Shamila Batohi looks the favourite for NDPP post

President Cyril Ramaphosa said to prefer ICC adviser

18 November 2018 - 00:05 By QAANITAH HUNTER
National director of public prosecutions candidate Shamila Batohi after her interview at the Union Buildings in Pretoria.
National director of public prosecutions candidate Shamila Batohi after her interview at the Union Buildings in Pretoria.
Image: Alaister Russell

Advocate Shamila Batohi, the prosecutor famous for grilling late cricketer Hansie Cronje, is emerging as the frontrunner for the position of national director of public prosecutions (NDPP).

President Cyril Ramaphosa is said to be leaning towards Batohi, who is legal adviser at the International Criminal Court (ICC) in The Hague.

She is edging ahead after an eight-member panel led by minister Jeff Radebe interviewed 11 shortlisted candidates for the position this week. After the interviews on Friday, the panel deliberated and came up with five prospective names out of which Ramaphosa must make his pick.
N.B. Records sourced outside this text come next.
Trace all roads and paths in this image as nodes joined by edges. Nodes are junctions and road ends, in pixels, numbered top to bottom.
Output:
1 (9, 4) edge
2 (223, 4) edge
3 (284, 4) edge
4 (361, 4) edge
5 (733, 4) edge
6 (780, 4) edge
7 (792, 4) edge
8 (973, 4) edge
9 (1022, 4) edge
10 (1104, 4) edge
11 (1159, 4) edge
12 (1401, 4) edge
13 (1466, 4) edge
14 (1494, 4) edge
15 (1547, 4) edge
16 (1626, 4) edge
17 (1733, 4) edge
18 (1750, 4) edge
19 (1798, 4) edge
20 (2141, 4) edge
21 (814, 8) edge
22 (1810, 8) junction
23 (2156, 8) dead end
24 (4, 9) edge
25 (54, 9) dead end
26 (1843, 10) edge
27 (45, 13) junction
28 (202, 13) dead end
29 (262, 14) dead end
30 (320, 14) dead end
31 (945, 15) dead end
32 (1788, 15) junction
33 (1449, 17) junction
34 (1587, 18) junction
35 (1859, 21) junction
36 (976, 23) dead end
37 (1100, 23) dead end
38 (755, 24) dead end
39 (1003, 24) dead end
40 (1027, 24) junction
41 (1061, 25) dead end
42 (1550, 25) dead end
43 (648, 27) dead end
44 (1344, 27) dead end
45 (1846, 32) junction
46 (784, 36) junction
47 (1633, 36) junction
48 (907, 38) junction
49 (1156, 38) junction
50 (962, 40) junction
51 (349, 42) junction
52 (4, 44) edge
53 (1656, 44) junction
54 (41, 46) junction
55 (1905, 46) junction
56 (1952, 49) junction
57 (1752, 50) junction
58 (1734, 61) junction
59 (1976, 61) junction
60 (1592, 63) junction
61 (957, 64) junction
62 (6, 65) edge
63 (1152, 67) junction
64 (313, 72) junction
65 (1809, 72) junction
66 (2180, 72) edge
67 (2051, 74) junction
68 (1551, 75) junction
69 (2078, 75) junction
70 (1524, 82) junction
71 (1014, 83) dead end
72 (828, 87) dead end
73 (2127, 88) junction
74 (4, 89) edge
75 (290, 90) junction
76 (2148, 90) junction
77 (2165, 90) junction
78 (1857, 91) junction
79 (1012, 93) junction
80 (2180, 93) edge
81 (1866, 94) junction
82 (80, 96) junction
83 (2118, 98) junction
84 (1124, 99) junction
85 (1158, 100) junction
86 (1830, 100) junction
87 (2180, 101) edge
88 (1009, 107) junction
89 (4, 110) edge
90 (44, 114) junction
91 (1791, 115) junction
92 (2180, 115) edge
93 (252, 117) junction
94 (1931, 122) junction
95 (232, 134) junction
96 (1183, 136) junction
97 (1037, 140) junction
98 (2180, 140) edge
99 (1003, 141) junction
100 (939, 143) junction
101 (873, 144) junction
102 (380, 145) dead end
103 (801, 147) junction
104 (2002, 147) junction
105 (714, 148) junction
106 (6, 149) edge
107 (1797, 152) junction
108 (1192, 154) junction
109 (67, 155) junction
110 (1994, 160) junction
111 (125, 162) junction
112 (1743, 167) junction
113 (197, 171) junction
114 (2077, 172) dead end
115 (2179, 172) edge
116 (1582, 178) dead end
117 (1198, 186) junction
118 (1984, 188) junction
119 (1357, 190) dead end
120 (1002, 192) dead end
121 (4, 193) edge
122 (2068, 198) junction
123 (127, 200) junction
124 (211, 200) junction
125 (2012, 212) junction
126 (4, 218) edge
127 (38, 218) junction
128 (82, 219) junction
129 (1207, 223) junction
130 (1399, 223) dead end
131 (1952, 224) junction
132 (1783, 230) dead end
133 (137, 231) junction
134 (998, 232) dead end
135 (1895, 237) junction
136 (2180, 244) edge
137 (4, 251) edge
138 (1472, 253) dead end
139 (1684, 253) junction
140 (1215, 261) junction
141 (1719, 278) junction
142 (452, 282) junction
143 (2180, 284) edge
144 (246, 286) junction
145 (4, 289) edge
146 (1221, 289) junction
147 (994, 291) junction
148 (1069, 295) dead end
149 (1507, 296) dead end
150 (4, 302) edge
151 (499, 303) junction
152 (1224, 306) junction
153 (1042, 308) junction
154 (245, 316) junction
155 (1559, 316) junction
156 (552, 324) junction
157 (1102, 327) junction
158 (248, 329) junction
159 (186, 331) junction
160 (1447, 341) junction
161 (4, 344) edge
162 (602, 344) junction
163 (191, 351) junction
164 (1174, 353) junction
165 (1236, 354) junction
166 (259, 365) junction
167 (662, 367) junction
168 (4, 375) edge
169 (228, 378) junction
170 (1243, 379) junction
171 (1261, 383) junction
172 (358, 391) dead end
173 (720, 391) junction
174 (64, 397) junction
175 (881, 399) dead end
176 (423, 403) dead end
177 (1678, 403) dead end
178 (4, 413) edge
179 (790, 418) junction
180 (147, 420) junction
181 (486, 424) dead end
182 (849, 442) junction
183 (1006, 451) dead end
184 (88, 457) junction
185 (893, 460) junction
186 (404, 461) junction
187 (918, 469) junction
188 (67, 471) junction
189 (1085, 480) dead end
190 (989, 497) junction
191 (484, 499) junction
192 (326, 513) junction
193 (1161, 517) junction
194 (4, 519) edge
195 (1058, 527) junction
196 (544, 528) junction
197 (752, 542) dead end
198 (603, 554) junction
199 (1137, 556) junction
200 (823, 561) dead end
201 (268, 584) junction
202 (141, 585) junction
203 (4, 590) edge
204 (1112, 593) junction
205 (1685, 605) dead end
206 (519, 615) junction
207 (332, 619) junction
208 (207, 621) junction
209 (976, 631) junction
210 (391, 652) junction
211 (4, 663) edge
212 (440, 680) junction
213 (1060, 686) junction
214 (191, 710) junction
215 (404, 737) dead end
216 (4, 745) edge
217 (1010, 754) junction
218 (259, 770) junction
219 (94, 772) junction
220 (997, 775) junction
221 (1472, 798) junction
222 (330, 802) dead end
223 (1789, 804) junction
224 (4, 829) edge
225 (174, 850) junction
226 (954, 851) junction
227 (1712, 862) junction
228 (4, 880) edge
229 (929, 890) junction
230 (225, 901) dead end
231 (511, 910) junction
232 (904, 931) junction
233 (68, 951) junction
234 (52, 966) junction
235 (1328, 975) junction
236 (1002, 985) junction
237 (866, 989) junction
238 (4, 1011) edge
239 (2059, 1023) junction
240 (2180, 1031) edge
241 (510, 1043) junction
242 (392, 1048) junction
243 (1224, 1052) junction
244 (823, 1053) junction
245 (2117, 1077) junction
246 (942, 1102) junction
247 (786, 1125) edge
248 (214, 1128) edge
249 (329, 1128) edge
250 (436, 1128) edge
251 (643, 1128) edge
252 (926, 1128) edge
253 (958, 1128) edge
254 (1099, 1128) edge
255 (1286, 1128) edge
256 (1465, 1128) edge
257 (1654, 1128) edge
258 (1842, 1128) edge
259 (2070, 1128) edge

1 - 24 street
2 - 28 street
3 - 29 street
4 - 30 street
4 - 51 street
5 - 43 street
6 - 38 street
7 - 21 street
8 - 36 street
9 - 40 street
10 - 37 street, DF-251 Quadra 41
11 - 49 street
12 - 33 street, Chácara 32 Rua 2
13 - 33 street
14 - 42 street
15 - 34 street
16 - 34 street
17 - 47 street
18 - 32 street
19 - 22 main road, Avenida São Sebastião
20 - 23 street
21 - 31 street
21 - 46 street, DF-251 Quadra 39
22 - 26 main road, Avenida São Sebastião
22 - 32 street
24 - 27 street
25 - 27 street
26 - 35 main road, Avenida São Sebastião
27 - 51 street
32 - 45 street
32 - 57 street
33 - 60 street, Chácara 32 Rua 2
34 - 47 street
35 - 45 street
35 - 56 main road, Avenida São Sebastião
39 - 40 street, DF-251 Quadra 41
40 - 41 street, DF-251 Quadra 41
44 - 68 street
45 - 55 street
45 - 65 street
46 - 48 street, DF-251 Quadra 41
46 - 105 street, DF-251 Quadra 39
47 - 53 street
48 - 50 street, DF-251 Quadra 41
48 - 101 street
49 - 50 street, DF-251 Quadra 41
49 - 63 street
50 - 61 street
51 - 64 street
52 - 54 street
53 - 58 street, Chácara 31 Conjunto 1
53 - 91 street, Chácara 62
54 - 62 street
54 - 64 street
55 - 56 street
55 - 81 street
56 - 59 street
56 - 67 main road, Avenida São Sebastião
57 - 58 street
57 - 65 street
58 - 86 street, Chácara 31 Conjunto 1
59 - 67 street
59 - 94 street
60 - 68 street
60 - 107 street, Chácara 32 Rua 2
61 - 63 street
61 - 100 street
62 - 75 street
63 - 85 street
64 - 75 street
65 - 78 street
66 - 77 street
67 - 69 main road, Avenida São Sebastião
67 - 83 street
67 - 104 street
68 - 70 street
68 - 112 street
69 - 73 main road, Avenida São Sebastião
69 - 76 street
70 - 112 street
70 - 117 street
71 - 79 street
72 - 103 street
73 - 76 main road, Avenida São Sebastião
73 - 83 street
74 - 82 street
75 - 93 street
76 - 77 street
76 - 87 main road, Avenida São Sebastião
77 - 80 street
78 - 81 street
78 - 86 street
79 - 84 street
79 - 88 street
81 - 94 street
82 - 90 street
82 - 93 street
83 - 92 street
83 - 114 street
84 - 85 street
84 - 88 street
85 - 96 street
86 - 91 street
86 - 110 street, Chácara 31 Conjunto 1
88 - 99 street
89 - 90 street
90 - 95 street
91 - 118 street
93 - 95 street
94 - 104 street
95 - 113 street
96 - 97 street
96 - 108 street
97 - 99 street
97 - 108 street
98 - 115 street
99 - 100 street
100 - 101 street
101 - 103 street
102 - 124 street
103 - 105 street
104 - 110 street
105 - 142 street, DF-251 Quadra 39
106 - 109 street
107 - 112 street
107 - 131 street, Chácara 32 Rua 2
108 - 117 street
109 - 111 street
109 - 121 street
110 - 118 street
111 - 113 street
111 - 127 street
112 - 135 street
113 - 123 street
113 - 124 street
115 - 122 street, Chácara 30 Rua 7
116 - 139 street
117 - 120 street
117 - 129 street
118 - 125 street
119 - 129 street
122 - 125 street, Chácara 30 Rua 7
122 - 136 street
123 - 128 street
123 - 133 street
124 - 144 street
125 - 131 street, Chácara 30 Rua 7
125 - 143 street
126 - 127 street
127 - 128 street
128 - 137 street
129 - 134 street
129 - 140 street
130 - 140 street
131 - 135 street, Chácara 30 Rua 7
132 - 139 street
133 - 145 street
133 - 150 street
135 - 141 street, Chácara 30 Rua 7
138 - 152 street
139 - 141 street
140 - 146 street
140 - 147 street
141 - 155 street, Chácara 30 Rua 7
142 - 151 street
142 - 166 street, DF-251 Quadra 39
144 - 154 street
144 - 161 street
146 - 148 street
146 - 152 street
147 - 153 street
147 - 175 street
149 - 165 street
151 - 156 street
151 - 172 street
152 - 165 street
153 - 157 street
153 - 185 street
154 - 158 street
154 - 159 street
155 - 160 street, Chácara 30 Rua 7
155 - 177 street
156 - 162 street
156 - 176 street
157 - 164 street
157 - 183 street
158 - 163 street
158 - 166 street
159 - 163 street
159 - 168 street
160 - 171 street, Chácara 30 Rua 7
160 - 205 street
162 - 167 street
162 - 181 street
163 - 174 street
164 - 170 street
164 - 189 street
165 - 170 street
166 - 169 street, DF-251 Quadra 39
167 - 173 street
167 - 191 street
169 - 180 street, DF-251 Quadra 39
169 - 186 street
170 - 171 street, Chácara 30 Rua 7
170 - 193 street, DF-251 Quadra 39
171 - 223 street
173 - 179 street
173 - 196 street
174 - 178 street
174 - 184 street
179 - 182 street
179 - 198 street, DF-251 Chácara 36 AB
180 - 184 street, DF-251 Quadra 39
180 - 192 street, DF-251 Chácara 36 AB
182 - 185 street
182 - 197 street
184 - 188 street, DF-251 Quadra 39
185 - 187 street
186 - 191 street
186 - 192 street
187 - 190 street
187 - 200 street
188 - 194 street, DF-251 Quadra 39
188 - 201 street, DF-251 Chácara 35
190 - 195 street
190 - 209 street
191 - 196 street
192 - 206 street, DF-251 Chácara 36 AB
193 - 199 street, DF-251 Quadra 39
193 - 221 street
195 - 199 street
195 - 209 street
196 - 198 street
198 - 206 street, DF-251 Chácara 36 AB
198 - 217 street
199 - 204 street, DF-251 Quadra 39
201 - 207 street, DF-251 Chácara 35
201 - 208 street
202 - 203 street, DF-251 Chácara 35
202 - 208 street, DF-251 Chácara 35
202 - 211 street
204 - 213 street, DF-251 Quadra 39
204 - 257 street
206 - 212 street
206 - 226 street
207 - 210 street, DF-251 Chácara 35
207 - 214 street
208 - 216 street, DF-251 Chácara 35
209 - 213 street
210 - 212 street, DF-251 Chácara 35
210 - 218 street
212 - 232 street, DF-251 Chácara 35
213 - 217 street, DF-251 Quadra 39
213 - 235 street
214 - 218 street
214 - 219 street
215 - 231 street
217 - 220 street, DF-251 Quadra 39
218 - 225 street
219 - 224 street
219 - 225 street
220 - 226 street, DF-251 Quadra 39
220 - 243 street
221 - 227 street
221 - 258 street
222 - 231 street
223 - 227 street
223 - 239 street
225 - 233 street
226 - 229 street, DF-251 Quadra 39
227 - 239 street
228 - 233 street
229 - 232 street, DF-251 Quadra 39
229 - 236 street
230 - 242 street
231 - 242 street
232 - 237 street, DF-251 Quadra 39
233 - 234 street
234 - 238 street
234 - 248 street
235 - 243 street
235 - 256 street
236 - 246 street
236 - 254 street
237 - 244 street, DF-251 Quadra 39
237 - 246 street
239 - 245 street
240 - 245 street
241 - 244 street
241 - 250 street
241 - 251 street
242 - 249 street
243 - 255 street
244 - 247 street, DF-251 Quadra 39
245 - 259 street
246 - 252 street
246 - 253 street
The Sunday Times has reliably been told that Batohi "checked all the boxes" for the post and is likely to be Ramaphosa's choice.

Batohi made it clear to the panel in her televised interview that she was "quite comfortable" with her life in The Hague. But, she said, fixing the National Prosecuting Authority (NPA) required all hands on deck, which is why she was prepared to "put aside our personal comforts" and say "consider me".

"We brought justice to victims on an individual basis; now the entire country is almost like a victim and we need to actually work together," Batohi said.

She described the NPA as a house on fire and said the NDPP position would be like a shark tank.

But questions have been raised about allegations of racism made against her more than a decade ago, when she was director of public prosecutions in KwaZulu-Natal.

She denied the accusations and said she has learnt a lot about how to manage people since then. Batohi also disclosed that she once got a traffic fine for speeding.

One of Batohi's deputies when she was director of public prosecutions in KwaZulu-Natal, Simphiwe Mlotshwa, spoke glowingly of how she managed her departure from the NPA to take up the post at the ICC in 2009.

Mlotshwa acted in her place after her departure and is also being considered for the position of NDPP.

He told the interview panel that while he was acting in place of Batohi, he was pressured to withdraw charges in the so-called Amigos case in which two MECs were implicated. He said he was removed as acting director of public prosecutions in KwaZulu-Natal, and the charges were then withdrawn by the current director, Moipone Noko.

Noko made the shortlist, but was not recommended as a candidate for the NDPP position.

In their deliberations, some panel members leant towards Siyabulela Mapoma, who told them he was "very independent".

State prosecutor Andrea Johnson seemed to have left an impact on the public who watched the televised interviews. A clip of her bemoaning the all-male interview panel in Zulu went viral on social media.

Johnson, part of the prosecution team against the late police commissioner Jackie Selebi, said if she were appointed NDPP there would be a major shake-up at the NPA.

The fifth name submitted to Ramaphosa is the director of public prosecutions in the Western Cape, Rodney de Kock. He told the panel that there was instability in the NPA and he believed in leading by example.

The five candidates are expected to undergo vetting by the State Security Agency.